• _Records_
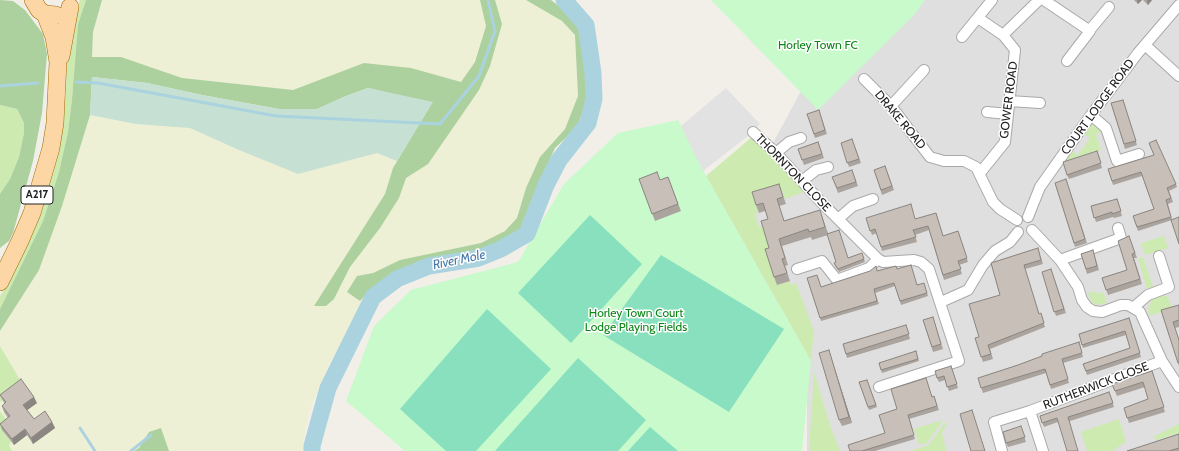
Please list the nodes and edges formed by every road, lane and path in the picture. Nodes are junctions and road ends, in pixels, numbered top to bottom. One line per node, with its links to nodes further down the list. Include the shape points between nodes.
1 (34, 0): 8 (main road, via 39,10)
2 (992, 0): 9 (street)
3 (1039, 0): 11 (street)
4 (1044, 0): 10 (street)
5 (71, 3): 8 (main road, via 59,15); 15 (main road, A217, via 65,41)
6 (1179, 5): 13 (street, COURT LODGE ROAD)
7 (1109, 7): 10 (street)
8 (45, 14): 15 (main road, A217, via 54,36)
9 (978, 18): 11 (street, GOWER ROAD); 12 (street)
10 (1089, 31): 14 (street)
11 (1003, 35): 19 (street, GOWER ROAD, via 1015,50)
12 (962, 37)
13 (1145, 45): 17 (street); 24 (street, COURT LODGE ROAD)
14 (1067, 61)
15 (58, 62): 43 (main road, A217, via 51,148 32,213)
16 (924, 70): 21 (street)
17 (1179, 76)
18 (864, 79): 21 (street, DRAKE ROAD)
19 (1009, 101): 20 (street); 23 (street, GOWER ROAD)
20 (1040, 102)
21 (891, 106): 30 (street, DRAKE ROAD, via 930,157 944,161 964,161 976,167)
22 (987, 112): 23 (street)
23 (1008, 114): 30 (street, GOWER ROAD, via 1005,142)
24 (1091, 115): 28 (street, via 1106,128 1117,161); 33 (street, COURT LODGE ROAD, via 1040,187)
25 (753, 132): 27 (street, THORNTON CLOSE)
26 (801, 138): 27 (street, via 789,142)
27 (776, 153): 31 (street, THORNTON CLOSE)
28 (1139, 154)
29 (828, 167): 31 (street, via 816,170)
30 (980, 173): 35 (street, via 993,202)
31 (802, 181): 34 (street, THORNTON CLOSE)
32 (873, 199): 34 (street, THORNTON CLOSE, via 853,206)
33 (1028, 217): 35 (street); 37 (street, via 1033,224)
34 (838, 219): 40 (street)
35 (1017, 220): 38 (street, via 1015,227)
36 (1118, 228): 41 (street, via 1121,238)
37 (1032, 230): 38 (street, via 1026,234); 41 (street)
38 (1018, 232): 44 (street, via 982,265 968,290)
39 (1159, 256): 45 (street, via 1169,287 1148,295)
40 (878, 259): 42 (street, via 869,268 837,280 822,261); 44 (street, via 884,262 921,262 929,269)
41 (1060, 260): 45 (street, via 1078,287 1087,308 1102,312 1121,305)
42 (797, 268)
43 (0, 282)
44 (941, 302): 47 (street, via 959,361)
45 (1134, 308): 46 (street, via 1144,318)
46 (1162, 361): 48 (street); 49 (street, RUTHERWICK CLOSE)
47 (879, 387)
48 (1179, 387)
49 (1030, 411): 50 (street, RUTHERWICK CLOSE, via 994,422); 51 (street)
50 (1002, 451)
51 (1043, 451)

• _Task objective_
Once the pictures are removed, copy the material above exactly.

• _Task output_
Please list the nodes and edges formed by every road, lane and path in the picture. Nodes are junctions and road ends, in pixels, numbered top to bottom. One line per node, with its links to nodes further down the list. Include the shape points between nodes.
1 (34, 0): 8 (main road, via 39,10)
2 (992, 0): 9 (street)
3 (1039, 0): 11 (street)
4 (1044, 0): 10 (street)
5 (71, 3): 8 (main road, via 59,15); 15 (main road, A217, via 65,41)
6 (1179, 5): 13 (street, COURT LODGE ROAD)
7 (1109, 7): 10 (street)
8 (45, 14): 15 (main road, A217, via 54,36)
9 (978, 18): 11 (street, GOWER ROAD); 12 (street)
10 (1089, 31): 14 (street)
11 (1003, 35): 19 (street, GOWER ROAD, via 1015,50)
12 (962, 37)
13 (1145, 45): 17 (street); 24 (street, COURT LODGE ROAD)
14 (1067, 61)
15 (58, 62): 43 (main road, A217, via 51,148 32,213)
16 (924, 70): 21 (street)
17 (1179, 76)
18 (864, 79): 21 (street, DRAKE ROAD)
19 (1009, 101): 20 (street); 23 (street, GOWER ROAD)
20 (1040, 102)
21 (891, 106): 30 (street, DRAKE ROAD, via 930,157 944,161 964,161 976,167)
22 (987, 112): 23 (street)
23 (1008, 114): 30 (street, GOWER ROAD, via 1005,142)
24 (1091, 115): 28 (street, via 1106,128 1117,161); 33 (street, COURT LODGE ROAD, via 1040,187)
25 (753, 132): 27 (street, THORNTON CLOSE)
26 (801, 138): 27 (street, via 789,142)
27 (776, 153): 31 (street, THORNTON CLOSE)
28 (1139, 154)
29 (828, 167): 31 (street, via 816,170)
30 (980, 173): 35 (street, via 993,202)
31 (802, 181): 34 (street, THORNTON CLOSE)
32 (873, 199): 34 (street, THORNTON CLOSE, via 853,206)
33 (1028, 217): 35 (street); 37 (street, via 1033,224)
34 (838, 219): 40 (street)
35 (1017, 220): 38 (street, via 1015,227)
36 (1118, 228): 41 (street, via 1121,238)
37 (1032, 230): 38 (street, via 1026,234); 41 (street)
38 (1018, 232): 44 (street, via 982,265 968,290)
39 (1159, 256): 45 (street, via 1169,287 1148,295)
40 (878, 259): 42 (street, via 869,268 837,280 822,261); 44 (street, via 884,262 921,262 929,269)
41 (1060, 260): 45 (street, via 1078,287 1087,308 1102,312 1121,305)
42 (797, 268)
43 (0, 282)
44 (941, 302): 47 (street, via 959,361)
45 (1134, 308): 46 (street, via 1144,318)
46 (1162, 361): 48 (street); 49 (street, RUTHERWICK CLOSE)
47 (879, 387)
48 (1179, 387)
49 (1030, 411): 50 (street, RUTHERWICK CLOSE, via 994,422); 51 (street)
50 (1002, 451)
51 (1043, 451)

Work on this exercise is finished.